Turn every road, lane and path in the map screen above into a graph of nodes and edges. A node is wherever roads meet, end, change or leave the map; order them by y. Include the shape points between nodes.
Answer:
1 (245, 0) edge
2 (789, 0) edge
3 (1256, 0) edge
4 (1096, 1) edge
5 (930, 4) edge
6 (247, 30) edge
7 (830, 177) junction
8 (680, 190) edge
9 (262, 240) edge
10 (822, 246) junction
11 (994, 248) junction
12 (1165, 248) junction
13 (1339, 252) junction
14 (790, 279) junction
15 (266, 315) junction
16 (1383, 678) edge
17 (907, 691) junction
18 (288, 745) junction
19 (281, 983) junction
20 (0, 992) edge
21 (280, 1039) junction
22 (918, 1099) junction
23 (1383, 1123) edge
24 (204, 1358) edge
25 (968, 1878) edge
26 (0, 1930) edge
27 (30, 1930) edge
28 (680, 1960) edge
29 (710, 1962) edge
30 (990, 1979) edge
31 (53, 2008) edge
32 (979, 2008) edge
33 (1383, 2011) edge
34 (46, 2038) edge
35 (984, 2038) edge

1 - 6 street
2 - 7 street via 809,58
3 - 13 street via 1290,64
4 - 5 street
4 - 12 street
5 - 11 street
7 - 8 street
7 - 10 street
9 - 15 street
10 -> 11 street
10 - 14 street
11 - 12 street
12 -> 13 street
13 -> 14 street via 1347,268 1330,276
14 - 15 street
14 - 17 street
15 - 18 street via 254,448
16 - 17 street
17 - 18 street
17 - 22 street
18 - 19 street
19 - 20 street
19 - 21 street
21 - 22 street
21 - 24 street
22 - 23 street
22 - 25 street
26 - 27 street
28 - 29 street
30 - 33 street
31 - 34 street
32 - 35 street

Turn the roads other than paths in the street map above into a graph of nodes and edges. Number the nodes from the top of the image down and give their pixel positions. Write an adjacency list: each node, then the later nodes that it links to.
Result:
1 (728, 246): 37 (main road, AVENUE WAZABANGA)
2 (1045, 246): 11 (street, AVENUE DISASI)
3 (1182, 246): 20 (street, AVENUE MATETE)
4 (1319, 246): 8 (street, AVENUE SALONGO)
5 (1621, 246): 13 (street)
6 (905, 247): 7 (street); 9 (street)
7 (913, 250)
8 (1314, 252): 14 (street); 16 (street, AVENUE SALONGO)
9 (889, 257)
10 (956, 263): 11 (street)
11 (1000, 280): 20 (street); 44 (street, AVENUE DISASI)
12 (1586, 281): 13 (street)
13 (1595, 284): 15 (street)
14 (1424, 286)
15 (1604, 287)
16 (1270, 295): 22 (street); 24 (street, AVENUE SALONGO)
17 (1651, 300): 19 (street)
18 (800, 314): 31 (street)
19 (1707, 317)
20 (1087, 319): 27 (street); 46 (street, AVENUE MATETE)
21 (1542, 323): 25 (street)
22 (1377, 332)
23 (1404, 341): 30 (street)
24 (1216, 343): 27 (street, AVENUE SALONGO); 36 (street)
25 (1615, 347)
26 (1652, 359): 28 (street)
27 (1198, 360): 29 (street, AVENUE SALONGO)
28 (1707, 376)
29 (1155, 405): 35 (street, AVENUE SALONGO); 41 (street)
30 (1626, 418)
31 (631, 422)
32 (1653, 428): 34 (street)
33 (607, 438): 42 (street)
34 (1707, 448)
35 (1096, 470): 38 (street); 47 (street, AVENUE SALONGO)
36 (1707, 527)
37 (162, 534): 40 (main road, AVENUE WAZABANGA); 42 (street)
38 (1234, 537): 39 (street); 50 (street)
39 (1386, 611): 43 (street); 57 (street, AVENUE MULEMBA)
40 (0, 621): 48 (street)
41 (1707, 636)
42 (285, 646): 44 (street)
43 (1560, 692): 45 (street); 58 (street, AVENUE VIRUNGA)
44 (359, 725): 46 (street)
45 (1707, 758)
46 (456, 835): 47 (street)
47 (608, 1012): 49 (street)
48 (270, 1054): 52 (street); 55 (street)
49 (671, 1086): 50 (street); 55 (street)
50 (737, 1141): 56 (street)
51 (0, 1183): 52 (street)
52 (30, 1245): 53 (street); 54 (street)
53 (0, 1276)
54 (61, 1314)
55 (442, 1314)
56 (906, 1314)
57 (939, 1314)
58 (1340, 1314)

━━━━━━━━━━━━━━━━━━━━

▸ **Task statement**: All the entries above need to be reproduced exactly.

▸ **Result below**:
Turn every road, lane and path in the map screen above into a graph of nodes and edges. A node is wherever roads meet, end, change or leave the map; order them by y. Include the shape points between nodes.
Answer:
1 (245, 0) edge
2 (789, 0) edge
3 (1256, 0) edge
4 (1096, 1) edge
5 (930, 4) edge
6 (247, 30) edge
7 (830, 177) junction
8 (680, 190) edge
9 (262, 240) edge
10 (822, 246) junction
11 (994, 248) junction
12 (1165, 248) junction
13 (1339, 252) junction
14 (790, 279) junction
15 (266, 315) junction
16 (1383, 678) edge
17 (907, 691) junction
18 (288, 745) junction
19 (281, 983) junction
20 (0, 992) edge
21 (280, 1039) junction
22 (918, 1099) junction
23 (1383, 1123) edge
24 (204, 1358) edge
25 (968, 1878) edge
26 (0, 1930) edge
27 (30, 1930) edge
28 (680, 1960) edge
29 (710, 1962) edge
30 (990, 1979) edge
31 (53, 2008) edge
32 (979, 2008) edge
33 (1383, 2011) edge
34 (46, 2038) edge
35 (984, 2038) edge

1 - 6 street
2 - 7 street via 809,58
3 - 13 street via 1290,64
4 - 5 street
4 - 12 street
5 - 11 street
7 - 8 street
7 - 10 street
9 - 15 street
10 -> 11 street
10 - 14 street
11 - 12 street
12 -> 13 street
13 -> 14 street via 1347,268 1330,276
14 - 15 street
14 - 17 street
15 - 18 street via 254,448
16 - 17 street
17 - 18 street
17 - 22 street
18 - 19 street
19 - 20 street
19 - 21 street
21 - 22 street
21 - 24 street
22 - 23 street
22 - 25 street
26 - 27 street
28 - 29 street
30 - 33 street
31 - 34 street
32 - 35 street

Turn the roads other than paths in the street map above into a graph of nodes and edges. Number the nodes from the top of the image down and give their pixel positions. Write an adjacency list: each node, then the later nodes that it links to.
Result:
1 (728, 246): 37 (main road, AVENUE WAZABANGA)
2 (1045, 246): 11 (street, AVENUE DISASI)
3 (1182, 246): 20 (street, AVENUE MATETE)
4 (1319, 246): 8 (street, AVENUE SALONGO)
5 (1621, 246): 13 (street)
6 (905, 247): 7 (street); 9 (street)
7 (913, 250)
8 (1314, 252): 14 (street); 16 (street, AVENUE SALONGO)
9 (889, 257)
10 (956, 263): 11 (street)
11 (1000, 280): 20 (street); 44 (street, AVENUE DISASI)
12 (1586, 281): 13 (street)
13 (1595, 284): 15 (street)
14 (1424, 286)
15 (1604, 287)
16 (1270, 295): 22 (street); 24 (street, AVENUE SALONGO)
17 (1651, 300): 19 (street)
18 (800, 314): 31 (street)
19 (1707, 317)
20 (1087, 319): 27 (street); 46 (street, AVENUE MATETE)
21 (1542, 323): 25 (street)
22 (1377, 332)
23 (1404, 341): 30 (street)
24 (1216, 343): 27 (street, AVENUE SALONGO); 36 (street)
25 (1615, 347)
26 (1652, 359): 28 (street)
27 (1198, 360): 29 (street, AVENUE SALONGO)
28 (1707, 376)
29 (1155, 405): 35 (street, AVENUE SALONGO); 41 (street)
30 (1626, 418)
31 (631, 422)
32 (1653, 428): 34 (street)
33 (607, 438): 42 (street)
34 (1707, 448)
35 (1096, 470): 38 (street); 47 (street, AVENUE SALONGO)
36 (1707, 527)
37 (162, 534): 40 (main road, AVENUE WAZABANGA); 42 (street)
38 (1234, 537): 39 (street); 50 (street)
39 (1386, 611): 43 (street); 57 (street, AVENUE MULEMBA)
40 (0, 621): 48 (street)
41 (1707, 636)
42 (285, 646): 44 (street)
43 (1560, 692): 45 (street); 58 (street, AVENUE VIRUNGA)
44 (359, 725): 46 (street)
45 (1707, 758)
46 (456, 835): 47 (street)
47 (608, 1012): 49 (street)
48 (270, 1054): 52 (street); 55 (street)
49 (671, 1086): 50 (street); 55 (street)
50 (737, 1141): 56 (street)
51 (0, 1183): 52 (street)
52 (30, 1245): 53 (street); 54 (street)
53 (0, 1276)
54 (61, 1314)
55 (442, 1314)
56 (906, 1314)
57 (939, 1314)
58 (1340, 1314)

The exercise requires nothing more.